À la fois brûlant d'actualité, dérangeant, émouvant à l'extrême, ce festival m'a fait vivre une gamme d'émotions fortes qui ont refusé de disparaître une fois le rideau tombé et ont réveillé en moi une débauche de questions et de réflexions.

Je n'ai pas vu toutes les pièces ni les spectacles présentés au cours des deux dernières semaines. J'ai fait une sélection un peu au hasard, hasard qui s'est avéré très fécond si je me fie aux frissons que j'ai encore quand je repense à certaines découvertes. Parmi celles-ci, il y a le travail extraordinaire des Italiens de Motus et ceux de la troupe de Romeo Castellucci et de son controversé spectacle Sur le concept du visage du fils de Dieu.

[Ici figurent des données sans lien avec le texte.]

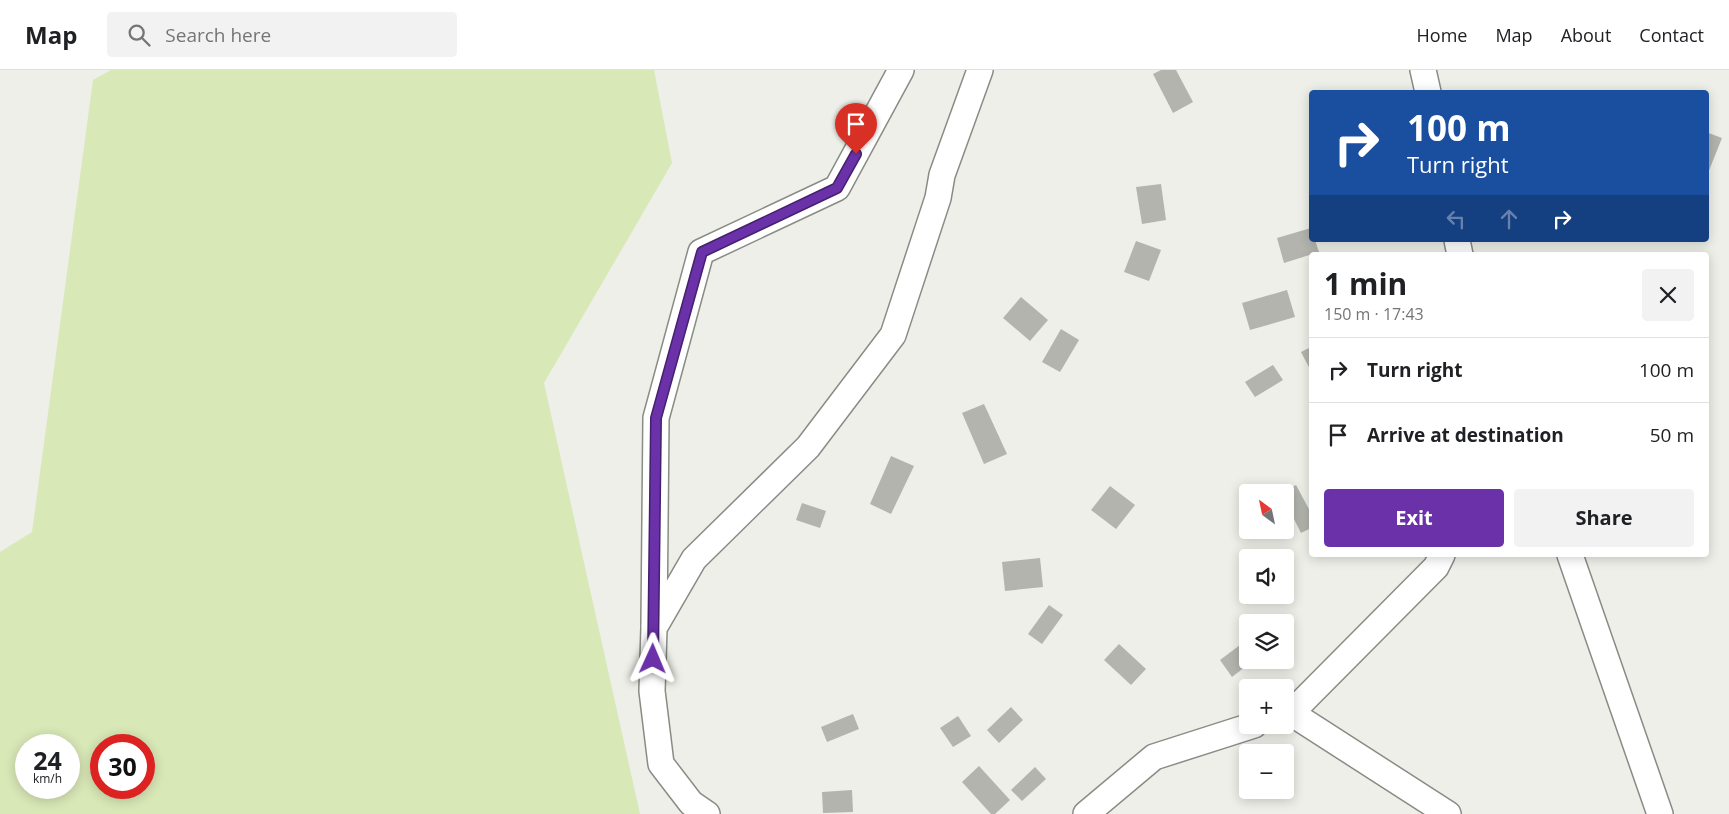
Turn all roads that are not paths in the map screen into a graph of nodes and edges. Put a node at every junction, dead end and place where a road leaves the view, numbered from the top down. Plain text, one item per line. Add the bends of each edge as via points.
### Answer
1 (901, 70) edge
2 (980, 70) edge
3 (1423, 70) edge
4 (1428, 90) edge
5 (1441, 557) edge
6 (1571, 557) edge
7 (654, 628) junction
8 (1294, 708) edge
9 (1294, 718) edge
10 (1239, 730) edge
11 (707, 814) edge
12 (1086, 814) edge
13 (1448, 814) edge
14 (1660, 814) edge

1 - 7 street via 837,188 702,252 656,418
2 - 7 street via 942,175 938,198 893,335 808,447 694,559
3 - 4 street
5 - 8 street via 1436,566
6 - 14 street
7 - 11 street via 652,691 661,764 691,803
9 - 13 street
10 - 12 street via 1154,757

Je ne sais pas si c'est parce que ça va si mal en Italie, mais la crise qu'ils vivent semble avoir donné des ailes et une inspiration du tonnerre à ses créateurs de théâtre. Leurs trois spectacles-événements, très différents les uns des autres, étaient pourtant unis par la même fulgurante modernité, par une poignante humanité et par la profondeur de leur réflexion sur ce qu'est le théâtre. J'adore le théâtre québécois, mais ça fait du bien d'en sortir parfois pour constater que nous n'avons pas tout inventé, n'est-ce pas Wajdi?

Je serai éternellement reconnaissante à Marie-Hélène Falcon, la directrice du FTA, d'avoir eu le flair d'inviter ces créateurs italiens, devinant avant nous à quel point leurs propos et leurs propositions risquaient de faire vibrer nos cordes sensibles.

C'est rare que les gouvernements suscitent ma gratitude, surtout par les temps qui courent, mais dans le cas du FTA, je suis obligée de reconnaître que cet événement unique, placé sous le signe de l'aventure artistique plutôt que du commerce, ne saurait survivre sans l'apport des différents ordres de gouvernement. Alors, même si une fois n'est pas coutume, merci messieurs-dames les élus.

On aura beau dire que c'est aujourd'hui avec le Grand Prix que la saison des festivités débute à Montréal, en ce qui me concerne, c'est avec le FTA que tout commence vraiment. Par tout, je veux dire la vraie vie qui, contrairement à l'adage, n'est pas ailleurs, mais bien ici.